Schleichen Untote durch den Landtag?
Die Debatte um eine Amtszeitbegrenzung des Ministerpräsidenten hat sich zwar eigentlich schon erledigt. Trotzdem schenken sich CSU und Opposition nichts
München
Verkehrte Welt im Bayerischen Landtag: Dass ein Gesetzentwurf aus den Reihen der Oppositionsfraktionen scheitert, ist sozusagen ständige Übung. SPD, Freie Wähler und Grüne sind es gewöhnt, an der CSU-Mehrheit abzuprallen. Der umgekehrte Fall tritt selten ein. Nun muss die CSU erleben, dass der Vorstoß von Ministerpräsident Markus Söder, die Amtszeit des Regierungschefs in Bayern auf zwei Wahlperioden zu begrenzen, ins Leere geht, weil ihr die dafür nötige Zwei-Drittel-Mehrheit fehlt. Die Opposition nutzt diese Situation für bissige Kommentare.

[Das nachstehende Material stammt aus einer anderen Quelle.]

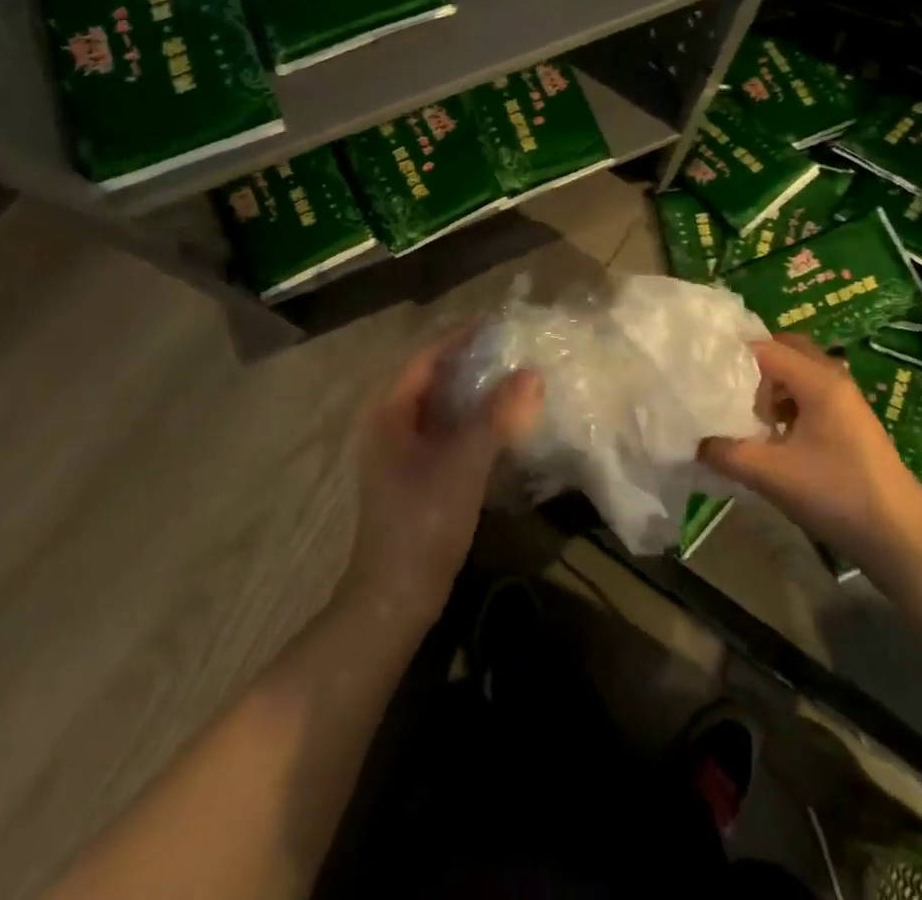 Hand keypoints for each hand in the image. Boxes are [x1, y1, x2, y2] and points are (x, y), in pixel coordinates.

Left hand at [339, 333, 542, 631]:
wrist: (396, 596)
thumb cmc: (423, 521)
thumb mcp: (464, 462)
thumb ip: (497, 414)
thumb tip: (532, 373)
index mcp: (389, 411)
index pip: (426, 357)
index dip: (461, 337)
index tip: (499, 324)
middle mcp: (389, 423)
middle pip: (433, 378)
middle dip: (471, 362)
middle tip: (514, 349)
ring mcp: (400, 451)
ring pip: (441, 406)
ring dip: (474, 392)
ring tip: (514, 378)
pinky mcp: (415, 474)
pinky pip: (445, 431)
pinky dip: (472, 420)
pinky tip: (501, 423)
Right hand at [698, 335, 921, 583]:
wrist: (902, 539)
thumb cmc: (837, 495)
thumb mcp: (771, 475)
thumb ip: (726, 453)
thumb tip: (693, 440)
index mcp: (818, 380)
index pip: (765, 347)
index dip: (730, 355)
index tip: (700, 371)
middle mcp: (833, 379)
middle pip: (786, 350)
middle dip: (752, 364)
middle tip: (722, 386)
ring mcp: (846, 401)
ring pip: (799, 373)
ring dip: (770, 385)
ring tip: (742, 412)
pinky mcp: (850, 423)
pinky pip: (810, 394)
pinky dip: (786, 402)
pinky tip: (771, 434)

Die Chancen Söders, sich mit seiner Idee durchzusetzen, standen zunächst nicht schlecht. Wie berichtet, hatte er von SPD und Grünen viel spontanen Zuspruch bekommen und auch die Freien Wähler hatten sich aufgeschlossen gezeigt. Der CSU-Abgeordnete Jürgen Heike gab sich am Donnerstag in der Sitzung des Verfassungsausschusses denn auch einigermaßen verwundert über den Sinneswandel. „Ich bin überrascht, dass es hier überhaupt eine Diskussion gibt“, sagte Heike. Die Amtszeit des Ministerpräsidenten zu begrenzen, sei doch „im eigenen Interesse der Opposition“.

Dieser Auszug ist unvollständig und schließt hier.